PET imaging of DNA damage using 89Zr-labelled anti-γH2AX-TAT immunoconjugates
Knight JC., Topping C., Mosley M., Kersemans V., Falzone N., Fernández-Varea JM., Cornelissen B.
© 2015, Springer-Verlag Berlin Heidelberg. Purpose: The efficacy of most anticancer treatments, including radiotherapy, depends on an ability to cause DNA double-strand breaks (DSBs). Very early during the DNA damage signalling process, the histone isoform H2AX is phosphorylated to form γH2AX. With the aim of positron emission tomography (PET) imaging of DSBs, we synthesized a 89Zr-labelled anti-γH2AX antibody, modified with the cell-penetrating peptide, TAT, which includes a nuclear localization sequence. Methods: 89Zr-anti-γH2AX-TAT was synthesized using EDC/NHS chemistry for TAT peptide linkage. Desferrioxamine conjugation allowed labelling with 89Zr. Uptake and retention of 89Zr-anti-γH2AX-TAT was evaluated in the breast adenocarcinoma cell line MDA-MB-468 in vitro or as xenografts in athymic mice. External beam irradiation was used to induce DSBs and expression of γH2AX. Since 89Zr emits ionizing radiation, detailed radiobiological measurements were included to ensure 89Zr-anti-γH2AX-TAT itself does not cause any additional DSBs. Results: Uptake of 89Zr-anti-γH2AX-TAT was similar to previous results using 111In-anti-γH2AX-TAT. Retention of 89Zr-anti-γH2AX-TAT was eightfold higher at 1 h post irradiation, in cells expressing γH2AX, compared to non-irradiated cells or to non-specific IgG control. PET imaging of mice showed higher uptake of 89Zr-anti-γH2AX-TAT in irradiated xenografts, compared to non-irradiated or non-specific controls (12.1 ± 1.6 vs 5.2 ± 1.9 and 5.1 ± 0.8 %ID/g, respectively; p < 0.0001).
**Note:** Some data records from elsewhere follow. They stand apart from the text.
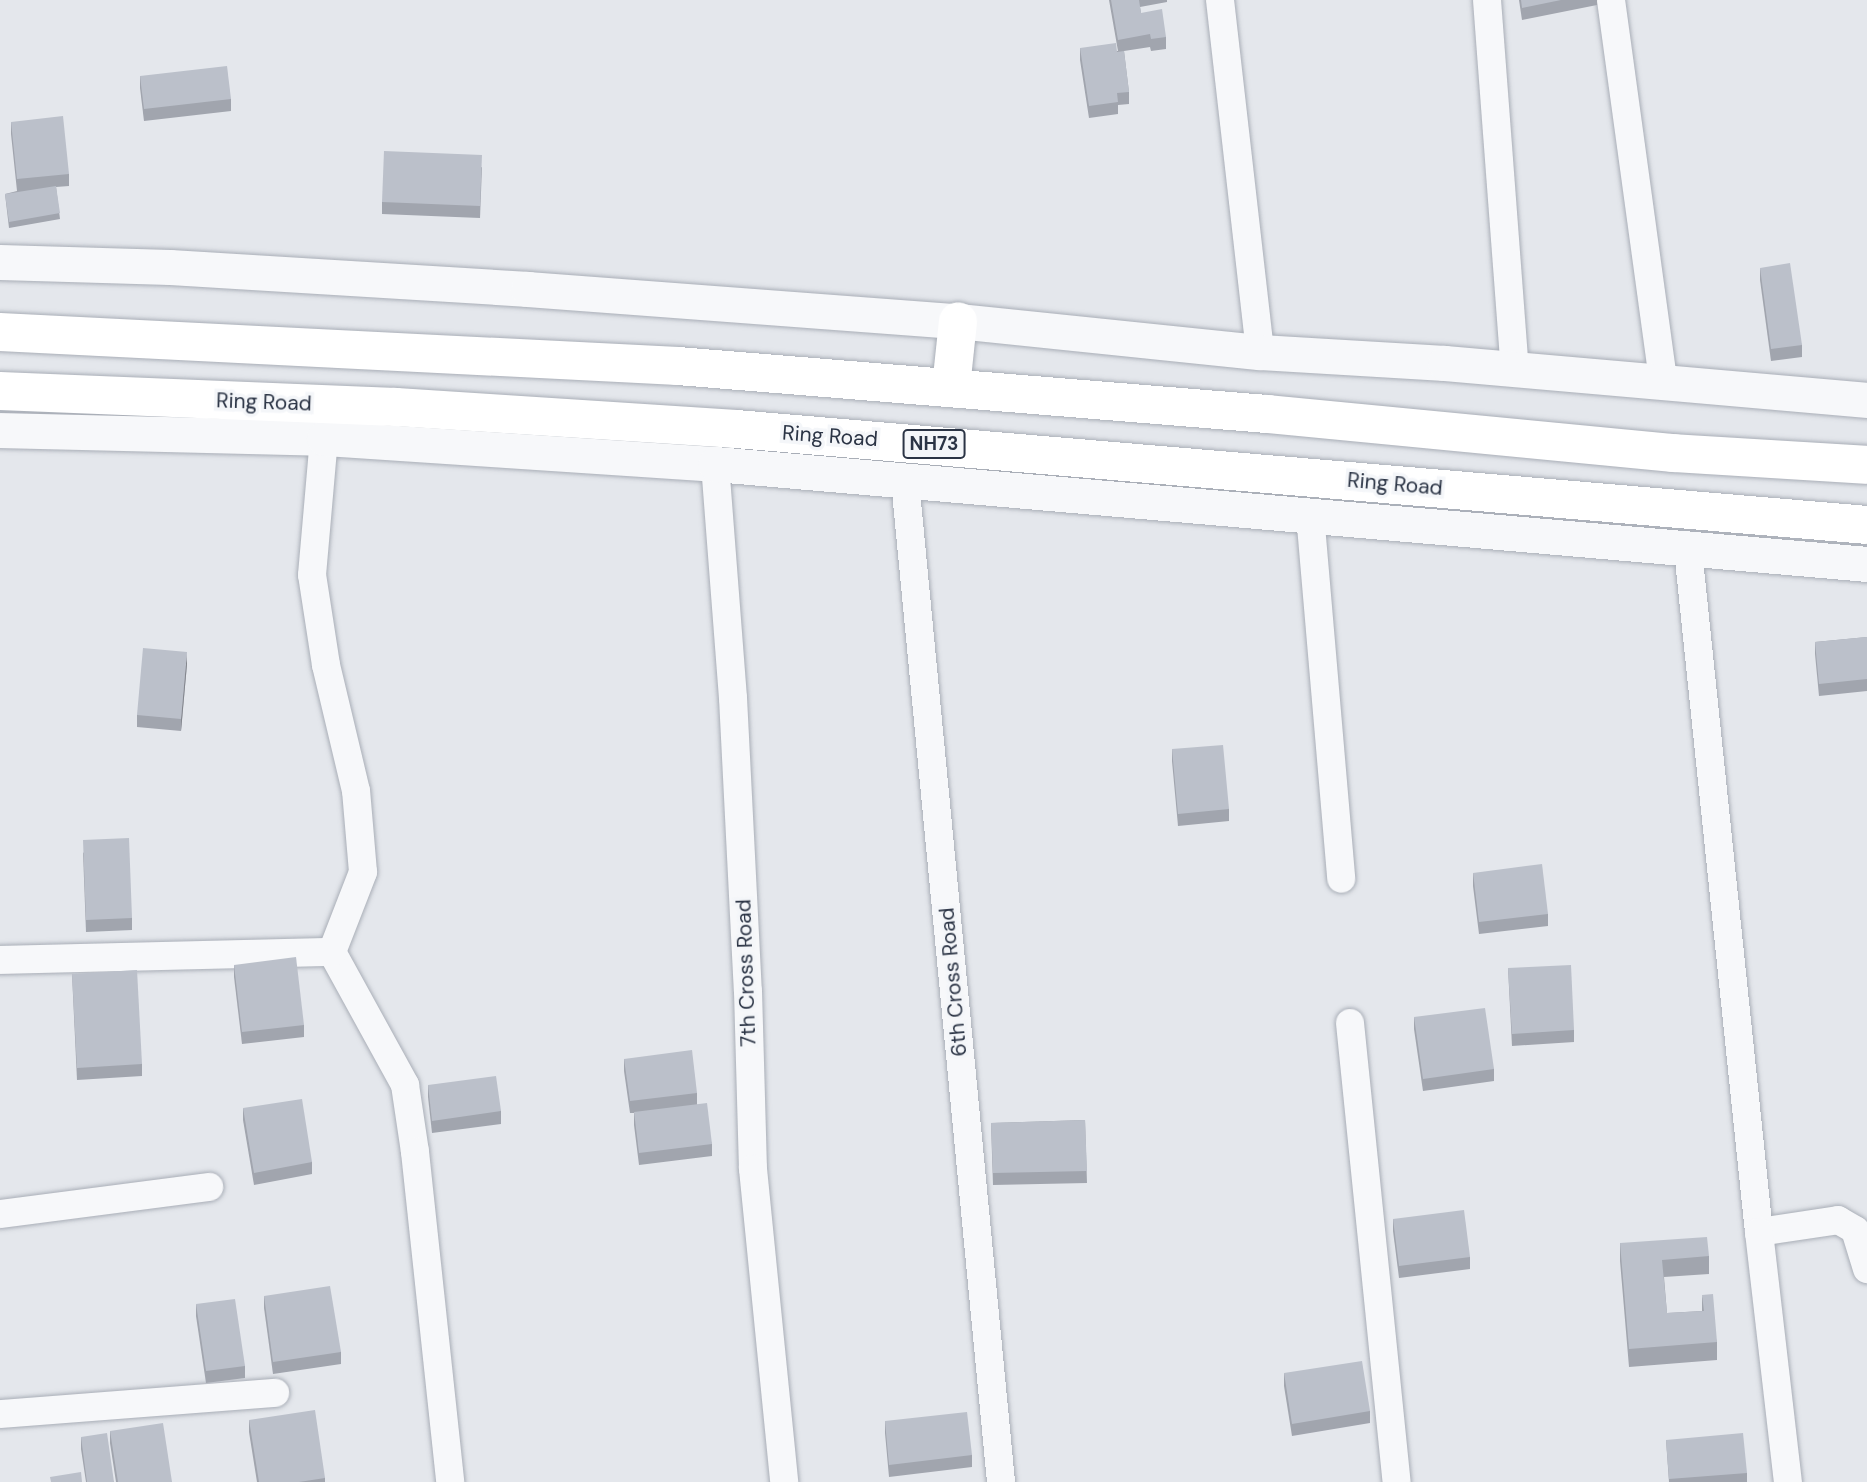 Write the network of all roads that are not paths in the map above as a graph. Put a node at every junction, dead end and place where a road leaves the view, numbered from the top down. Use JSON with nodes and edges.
{"nodes":[{"id":1,"x":1220,"y":0,"type":"edge"},
{"id":2,"x":1487,"y":0,"type":"edge"},
{"id":3,"x":1611,"y":0,"type":"edge"},
{"id":4,"x":0,"y":262,"type":"edge"},
{"id":5,"x":958,"y":321,"type":"junction"},
{"id":6,"x":0,"y":332,"type":"edge"},
{"id":7,"x":1260,"y":352,"type":"junction"},
{"id":8,"x":529,"y":358,"type":"junction"},
{"id":9,"x":1515,"y":371,"type":"junction"},
{"id":10,"x":1664,"y":384,"type":"junction"},
{"id":11,"x":951,"y":387,"type":"junction"},
{"id":12,"x":0,"y":391,"type":"edge"},
{"id":13,"x":1867,"y":400,"type":"edge"},
{"id":14,"x":522,"y":416,"type":"junction"},
{"id":15,"x":0,"y":430,"type":"edge"},
{"id":16,"x":324,"y":438,"type":"junction"},
{"id":17,"x":715,"y":464,"type":"junction"},
{"id":18,"x":1867,"y":465,"type":"edge"},
{"id":19,"x":905,"y":481,"type":"junction"},
{"id":20,"x":1310,"y":514,"type":"junction"},
{"id":21,"x":1867,"y":525,"type":"edge"},
{"id":22,"x":1688,"y":550,"type":"junction"},
{"id":23,"x":1867,"y":564,"type":"edge"},
{"id":24,"x":1341,"y":879,"type":"dead end"},
{"id":25,"x":332,"y":952,"type":"junction"},
{"id":26,"x":0,"y":960,"type":"edge"},
{"id":27,"x":1350,"y":1023,"type":"dead end"},
{"id":28,"x":209,"y":1187,"type":"dead end"},
{"id":29,"x":0,"y":1214,"type":"edge"},
{"id":30,"x":1759,"y":1232,"type":"junction"},
{"id":31,"x":1867,"y":1269,"type":"edge"},
{"id":32,"x":275,"y":1393,"type":"dead end"},
{"id":33,"x":0,"y":1414,"type":"edge"},
{"id":34,"x":450,"y":1482,"type":"edge"},
{"id":35,"x":784,"y":1482,"type":"edge"},
{"id":36,"x":1001,"y":1482,"type":"edge"},
{"id":37,"x":1397,"y":1482,"type":"edge"},
{"id":38,"x":1788,"y":1482,"type":"edge"}],
"edges":[{"from":1,"to":7,"type":"street"},
{"from":2,"to":9,"type":"street"},
{"from":3,"to":10,"type":"street"},
{"from":4,"to":5,"type":"street"},
{"from":5,"to":7,"type":"street"},
{"from":5,"to":11,"type":"highway"},
{"from":6,"to":8,"type":"highway"},
{"from":7,"to":9,"type":"street"},
{"from":8,"to":11,"type":"highway"},
{"from":8,"to":14,"type":"highway"},
{"from":9,"to":10,"type":"street"},
{"from":10,"to":13,"type":"street"},
{"from":11,"to":18,"type":"highway"},
{"from":12,"to":14,"type":"highway","name":"Ring Road","number":"NH73"},
{"from":14,"to":21,"type":"highway","name":"Ring Road","number":"NH73"},
{"from":15,"to":16,"type":"street"},
{"from":16,"to":17,"type":"street"},
{"from":16,"to":25,"type":"street"},
{"from":17,"to":19,"type":"street"},
{"from":17,"to":35,"type":"street","name":"7th Cross Road"},
{"from":19,"to":20,"type":"street"},
{"from":19,"to":36,"type":"street","name":"6th Cross Road"},
{"from":20,"to":22,"type":"street"},
{"from":20,"to":24,"type":"street"},
{"from":22,"to":23,"type":"street"},
{"from":22,"to":30,"type":"street"},
{"from":25,"to":26,"type":"street"},
{"from":25,"to":34,"type":"street"},
{"from":27,"to":37,"type":"street"},
{"from":28,"to":29,"type":"street"},
{"from":30,"to":31,"type":"street"},
{"from":30,"to":38,"type":"street"},
{"from":32,"to":33,"type":"street"}]}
The mean absorbed dose to the nucleus of cells taking up 89Zr-anti-γH2AX-TAT was twofold lower compared to 111In-anti-γH2AX-TAT. Additional exposure of neither irradiated nor non-irradiated cells nor tissues to 89Zr-anti-γH2AX-TAT resulted in any significant changes in the number of observable DNA DSBs, γH2AX foci or clonogenic survival. Conclusion: 89Zr-anti-γH2AX-TAT allows PET imaging of DNA DSBs in a tumour xenograft mouse model.